(Stored items)

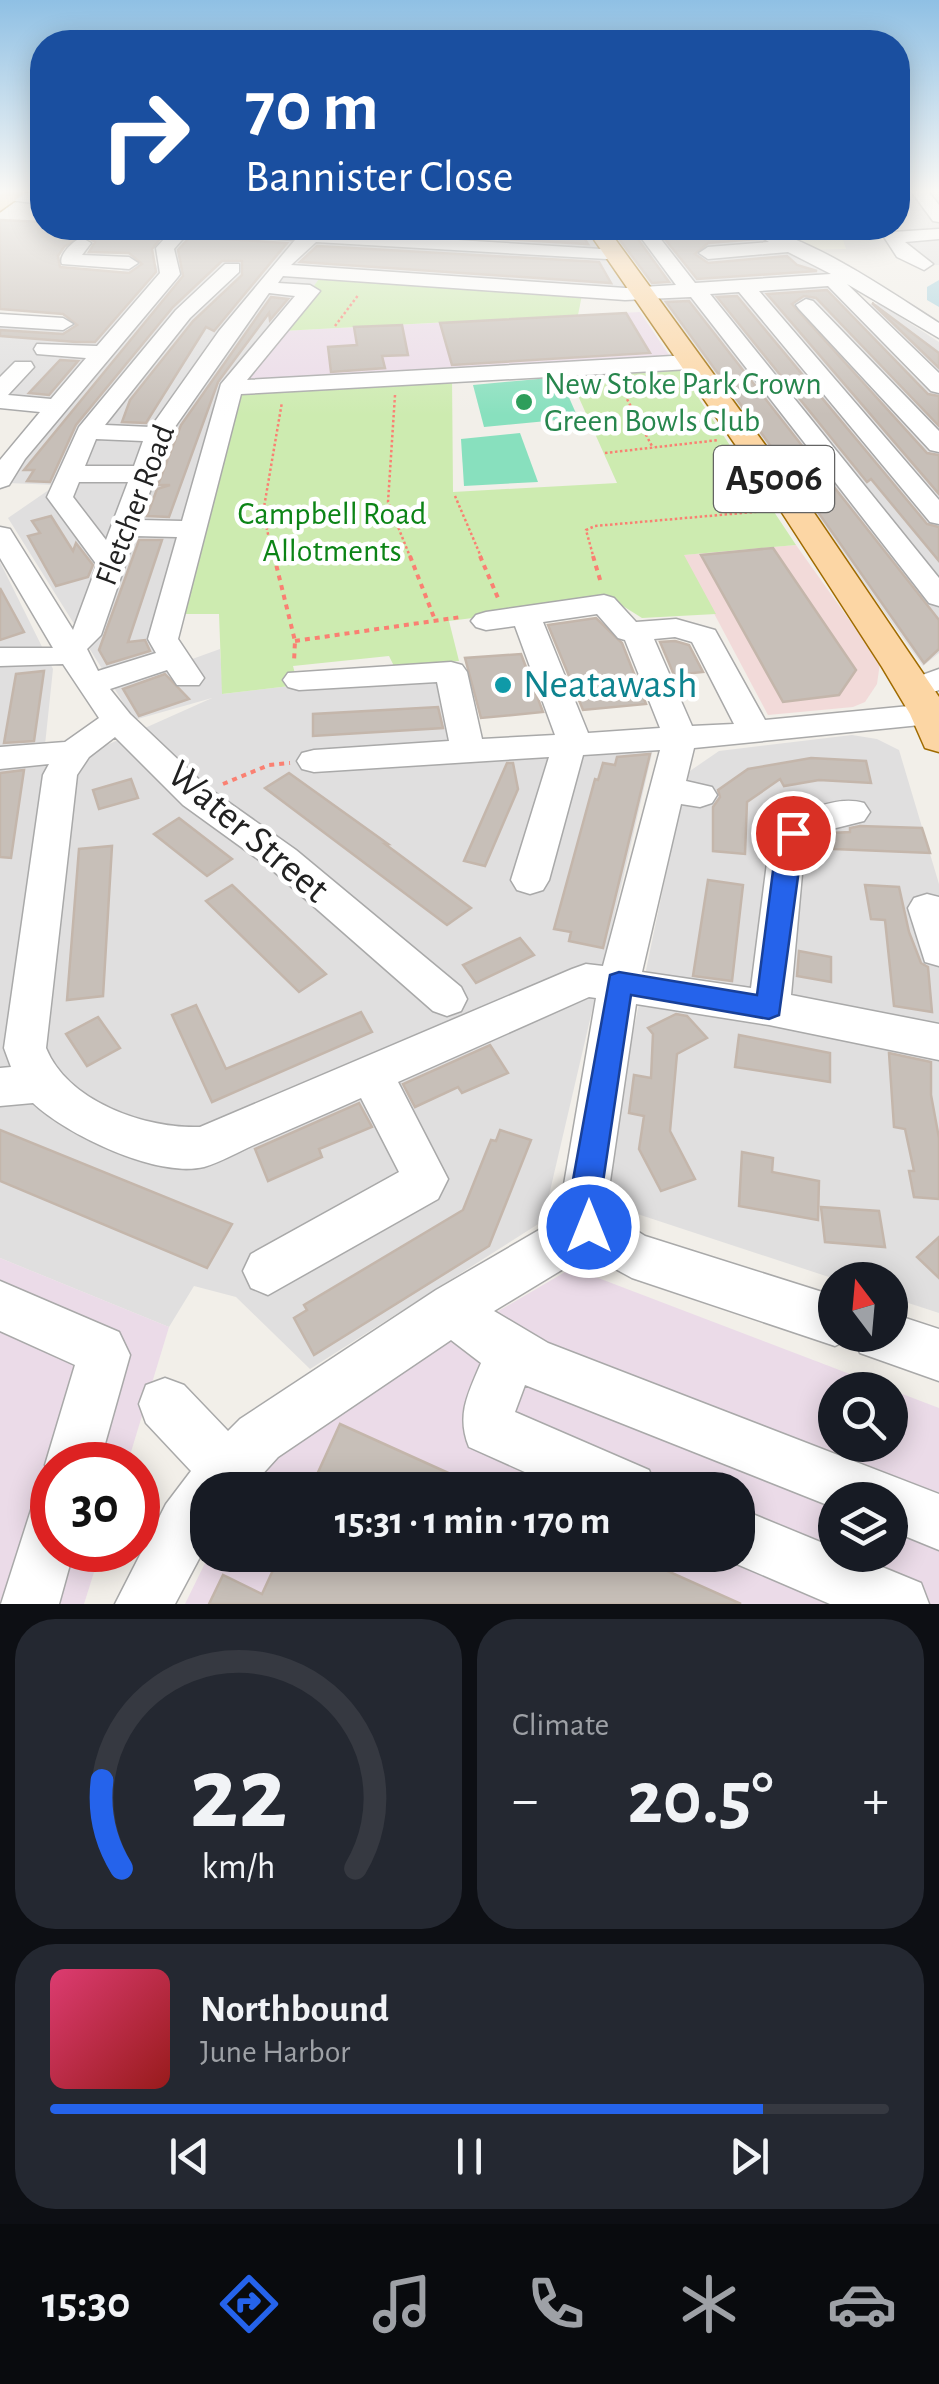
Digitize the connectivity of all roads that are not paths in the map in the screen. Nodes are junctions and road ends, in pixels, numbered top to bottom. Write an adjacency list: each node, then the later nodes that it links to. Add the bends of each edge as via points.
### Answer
1 (168, 266): 30 (street, via 170,274)
2 (283, 266): 26 (street, Fletcher Road)
3 (297, 266): 28 (street, via 310,291)
4 (331, 266): 18 (street, via 372,277)
5 (472, 266): 13 (street)
6 (571, 266): 13 (street)
7 (624, 266): 19 (main road, A5006)
8 (672, 266): 14 (street)
9 (719, 266): 12 (street)
10 (823, 266): 15 (street)
11 (232, 268): 23 (street)
12 (722, 269): 14 (street); 15 (street); 16 (street)
13 (574, 272): 18 (street)
14 (677, 272): 17 (street)
15 (836, 274): 16 (street); 20 (street); 27 (street)
16 (741, 288): 17 (street); 22 (street)
17 (694, 291): 19 (street); 37 (street)
18 (585, 292): 19 (street)
19 (644, 294): 31 (main road, A5006)
20 (854, 302): 21 (street); 39 (street)
21 (806, 305): 22 (street); 44 (street)
22 (762, 308): 36 (street)
23 (183, 314): 26 (street); 33 (street)
24 (0, 320): 25 (street)
25 (63, 324)
26 (233, 327): 28 (street); 35 (street, Fletcher Road)
27 (939, 332)
28 (272, 338): 38 (street)
29 (45, 349): 30 (street)
30 (102, 353): 42 (street)
31 (688, 359): 34 (street); 38 (street); 54 (main road, A5006)
32 (22, 368): 40 (street)
33 (137, 368): 35 (street); 48 (street)
34 (456, 369)
35 (195, 377): 38 (street); 47 (street, Fletcher Road)
36 (823, 378): 37 (street); 46 (street)
37 (770, 382): 52 (street)
38 (232, 386): 45 (street)
39 (939, 386)
40 (0, 390)
41 (0, 401): 42 (street)
42 (56, 407): 50 (street)
43 (939, 415): 44 (street)
44 (912, 417): 46 (street); 49 (street)
45 (222, 421): 47 (street); 53 (street)
46 (859, 421): 51 (street)
47 (163, 427): 48 (street); 55 (street, Fletcher Road)
48 (87, 432): 56 (street)
49 (939, 446)
50 (8, 455): 57 (street)
51 (888, 456): 52 (street); 58 (street)
52 (833, 461): 54 (street); 64 (street)
53 (210, 466): 55 (street); 60 (street)
54 (766, 468): 70 (main road, A5006)
55 (145, 470): 56 (street); 59 (street, Fletcher Road)
56 (71, 474): 63 (street, via 60,497)
57 (0, 480)
58 (939, 516)
59 (124, 528): 60 (street); 63 (street, Fletcher Road)
60 (193, 529): 69 (street, via 163,639 181,667)
61 (0, 535): 62 (street, Water Street)
62 (9, 564): 66 (street, Water Street)
63 (111, 565): 66 (street, Fletcher Road, via 86,636)
64 (939, 596)
65 (636, 632): 72 (street, via 676,628 704,636); 73 (street, via 604,604 505,616 572,735); 78 (street)
66 (72, 649): 67 (street, via 50,658); 69 (street, Water Street)
67 (0, 657)
68 (297, 671): 74 (street, via 450,672)
69 (93, 687): 71 (street, Water Street); 77 (street, via 60,744)
70 (930, 705): 72 (street)
71 (118, 721): 77 (street); 84 (street, Water Street, via 196,796 283,859)
72 (755, 732): 78 (street)
73 (570, 744): 74 (street); 78 (street); 80 (street)
74 (468, 752): 76 (street)
75 (0, 758): 77 (street)
76 (314, 761)
77 (60, 764): 88 (street)
78 (680, 772): 83 (street)
79 (852, 812): 85 (street, via 793,833)
80 (530, 880)
81 (926, 908): 82 (street)
82 (939, 950)
83 (619, 982): 85 (street); 87 (street, via 570,984); 89 (street, via 584,1202)
84 (446, 999)
85 (769, 1008): 86 (street)
86 (939, 1042)
87 (370, 1074): 88 (street, via 202,1147 180,1150 105,1125); 90 (street, via 418,1163 422,1184)
88 (21, 1085)
89 (589, 1227): 92 (street); 93 (street, via 632,1256)
90 (268, 1271)
91 (0, 1306): 98 (street, via 101,1350)
92 (454, 1308): 95 (street, via 475,1332); 100 (street, via 259,1438)
93 (818, 1316)
94 (908, 1345): 96 (street)
95 (512, 1355): 101 (street, via 488,1410 488,1428); 102 (street)
96 (939, 1355)
97 (166, 1404): 99 (street)
98 (79, 1442)
99 (207, 1472)
100 (227, 1472)
101 (588, 1472)
102 (840, 1482)
103 (908, 1509): 105 (street)
104 (190, 1519): 109 (street)
105 (939, 1522)
106 (755, 1543): 110 (street)
107 (39, 1572): 108 (street)
108 (30, 1604)
109 (144, 1604)
110 (900, 1604)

ACTIVITY: With the images excluded, output every record verbatim.

RESPONSE AREA:
Digitize the connectivity of all roads that are not paths in the map in the screen. Nodes are junctions and road ends, in pixels, numbered top to bottom. Write an adjacency list: each node, then the later nodes that it links to. Add the bends of each edge as via points.
### Answer
1 (168, 266): 30 (street, via 170,274)
2 (283, 266): 26 (street, Fletcher Road)
3 (297, 266): 28 (street, via 310,291)
4 (331, 266): 18 (street, via 372,277)
5 (472, 266): 13 (street)
6 (571, 266): 13 (street)
7 (624, 266): 19 (main road, A5006)
8 (672, 266): 14 (street)
9 (719, 266): 12 (street)
10 (823, 266): 15 (street)
11 (232, 268): 23 (street)
12 (722, 269): 14 (street); 15 (street); 16 (street)
13 (574, 272): 18 (street)
14 (677, 272): 17 (street)
15 (836, 274): 16 (street); 20 (street); 27 (street)
16 (741, 288): 17 (street); 22 (street)
17 (694, 291): 19 (street); 37 (street)
18 (585, 292): 19 (street)
19 (644, 294): 31 (main road, A5006)
20 (854, 302): 21 (street); 39 (street)
21 (806, 305): 22 (street); 44 (street)
22 (762, 308): 36 (street)
23 (183, 314): 26 (street); 33 (street)
24 (0, 320): 25 (street)
25 (63, 324)
26 (233, 327): 28 (street); 35 (street, Fletcher Road)
27 (939, 332)
28 (272, 338): 38 (street)
29 (45, 349): 30 (street)
30 (102, 353): 42 (street)
31 (688, 359): 34 (street); 38 (street); 54 (main road, A5006)
32 (22, 368): 40 (street)
33 (137, 368): 35 (street); 48 (street)
34 (456, 369)
35 (195, 377): 38 (street); 47 (street, Fletcher Road)
36 (823, 378): 37 (street); 46 (street)
37 (770, 382): 52 (street)
38 (232, 386): 45 (street)
39 (939, 386)
40 (0, 390)
41 (0, 401): 42 (street)
42 (56, 407): 50 (street)
43 (939, 415): 44 (street)
44 (912, 417): 46 (street); 49 (street)
45 (222, 421): 47 (street); 53 (street)
46 (859, 421): 51 (street)
47 (163, 427): 48 (street); 55 (street, Fletcher Road)
48 (87, 432): 56 (street)
49 (939, 446)
50 (8, 455): 57 (street)
51 (888, 456): 52 (street); 58 (street)
52 (833, 461): 54 (street); 64 (street)
53 (210, 466): 55 (street); 60 (street)
54 (766, 468): 70 (main road, A5006)
55 (145, 470): 56 (street); 59 (street, Fletcher Road)
56 (71, 474): 63 (street, via 60,497)
57 (0, 480)
58 (939, 516)
59 (124, 528): 60 (street); 63 (street, Fletcher Road)
60 (193, 529): 69 (street, via 163,639 181,667)
61 (0, 535): 62 (street, Water Street)
62 (9, 564): 66 (street, Water Street)
63 (111, 565): 66 (street, Fletcher Road, via 86,636)
64 (939, 596)
65 (636, 632): 72 (street, via 676,628 704,636); 73 (street, via 604,604 505,616 572,735); 78 (street)
66 (72, 649): 67 (street, via 50,658); 69 (street, Water Street)
67 (0, 657)
68 (297, 671): 74 (street, via 450,672)
69 (93, 687): 71 (street, Water Street); 77 (street, via 60,744)
70 (930, 705): 72 (street)
71 (118, 721): 77 (street); 84 (street, Water Street, via 196,796 283,859)
72 (755, 732): 78 (street)
73 (570, 744): 74 (street); 78 (street); 80 (street)
74 (468, 752): 76 (street)
75 (0, 758): 77 (street)
76 (314, 761)
77 (60, 764): 88 (street)
78 (680, 772): 83 (street)
79 (852, 812): 85 (street, via 793,833)
80 (530, 880)
81 (926, 908): 82 (street)
82 (939, 950)
83 (619, 982): 85 (street); 87 (street, via 570,984); 89 (street, via 584,1202)
84 (446, 999)
85 (769, 1008): 86 (street)
86 (939, 1042)
87 (370, 1074): 88 (street, via 202,1147 180,1150 105,1125); 90 (street, via 418,1163 422,1184)
88 (21, 1085)
89 (589, 1227): 92 (street); 93 (street, via 632,1256)
90 (268, 1271)
91 (0, 1306): 98 (street, via 101,1350)
92 (454, 1308): 95 (street, via 475,1332); 100 (street, via 259,1438)
93 (818, 1316)
94 (908, 1345): 96 (street)
95 (512, 1355): 101 (street, via 488,1410 488,1428); 102 (street)
96 (939, 1355)
97 (166, 1404): 99 (street)
98 (79, 1442)
99 (207, 1472)
100 (227, 1472)
101 (588, 1472)
102 (840, 1482)
103 (908, 1509): 105 (street)
104 (190, 1519): 109 (street)
105 (939, 1522)
106 (755, 1543): 110 (street)
107 (39, 1572): 108 (street)
108 (30, 1604)
109 (144, 1604)
110 (900, 1604)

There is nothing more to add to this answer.